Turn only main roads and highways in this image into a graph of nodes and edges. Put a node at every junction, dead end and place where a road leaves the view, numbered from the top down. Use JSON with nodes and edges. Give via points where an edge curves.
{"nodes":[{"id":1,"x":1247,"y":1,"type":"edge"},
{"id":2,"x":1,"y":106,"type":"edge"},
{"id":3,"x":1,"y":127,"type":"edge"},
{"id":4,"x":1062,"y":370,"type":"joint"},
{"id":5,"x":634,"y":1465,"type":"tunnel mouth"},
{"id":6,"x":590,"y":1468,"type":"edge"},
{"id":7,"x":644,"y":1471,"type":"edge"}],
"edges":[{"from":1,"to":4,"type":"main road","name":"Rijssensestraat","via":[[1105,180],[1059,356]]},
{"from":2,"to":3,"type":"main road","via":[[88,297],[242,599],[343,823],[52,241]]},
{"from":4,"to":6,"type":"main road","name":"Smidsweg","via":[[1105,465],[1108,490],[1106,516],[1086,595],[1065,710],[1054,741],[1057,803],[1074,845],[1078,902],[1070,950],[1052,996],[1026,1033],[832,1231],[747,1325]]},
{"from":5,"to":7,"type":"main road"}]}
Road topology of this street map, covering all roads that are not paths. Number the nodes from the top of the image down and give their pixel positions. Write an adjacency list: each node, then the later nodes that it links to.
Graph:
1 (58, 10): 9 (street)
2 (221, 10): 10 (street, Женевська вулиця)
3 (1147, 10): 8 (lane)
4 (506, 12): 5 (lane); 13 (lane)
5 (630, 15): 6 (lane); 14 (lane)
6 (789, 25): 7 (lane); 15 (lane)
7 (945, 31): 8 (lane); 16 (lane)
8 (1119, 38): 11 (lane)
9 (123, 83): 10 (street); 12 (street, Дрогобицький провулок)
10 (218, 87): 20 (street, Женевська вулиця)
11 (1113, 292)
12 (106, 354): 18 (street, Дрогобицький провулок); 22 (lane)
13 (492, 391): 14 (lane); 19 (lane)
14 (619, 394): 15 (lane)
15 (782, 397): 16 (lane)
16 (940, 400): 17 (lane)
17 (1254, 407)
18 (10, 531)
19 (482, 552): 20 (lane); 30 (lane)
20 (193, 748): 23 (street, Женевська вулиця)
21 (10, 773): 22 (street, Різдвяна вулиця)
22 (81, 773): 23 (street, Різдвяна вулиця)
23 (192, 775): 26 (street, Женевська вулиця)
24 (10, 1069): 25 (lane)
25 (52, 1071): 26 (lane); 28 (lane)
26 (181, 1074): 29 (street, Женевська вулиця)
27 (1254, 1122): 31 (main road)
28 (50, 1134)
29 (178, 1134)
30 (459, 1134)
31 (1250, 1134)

•••

> Problem requirements
The stopping point is the line containing "Road topology of". Reproduce exactly every line of the material from the first through that one.

> Result of the task
Turn only main roads and highways in this image into a graph of nodes and edges. Put a node at every junction, dead end and place where a road leaves the view, numbered from the top down. Use JSON with nodes and edges. Give via points where an edge curves.
{"nodes":[{"id":1,"x":1247,"y":1,"type":"edge"},
{"id":2,"x":1,"y":106,"type":"edge"},
{"id":3,"x":1,"y":127,"type":"edge"},
{"id":4,"x":1062,"y":370,"type":"joint"},
{"id":5,"x":634,"y":1465,"type":"tunnel mouth"},
{"id":6,"x":590,"y":1468,"type":"edge"},
{"id":7,"x":644,"y":1471,"type":"edge"}],
"edges":[{"from":1,"to":4,"type":"main road","name":"Rijssensestraat","via":[[1105,180],[1059,356]]},
{"from":2,"to":3,"type":"main road","via":[[88,297],[242,599],[343,823],[52,241]]},
{"from":4,"to":6,"type":"main road","name":"Smidsweg","via":[[1105,465],[1108,490],[1106,516],[1086,595],[1065,710],[1054,741],[1057,803],[1074,845],[1078,902],[1070,950],[1052,996],[1026,1033],[832,1231],[747,1325]]},
{"from":5,"to":7,"type":"main road"}]}
Road topology of this street map, covering all roads that are not paths. Number the nodes from the top of the image down and give their pixel positions. Write an adjacency list: each node, then the later nodes that it links to.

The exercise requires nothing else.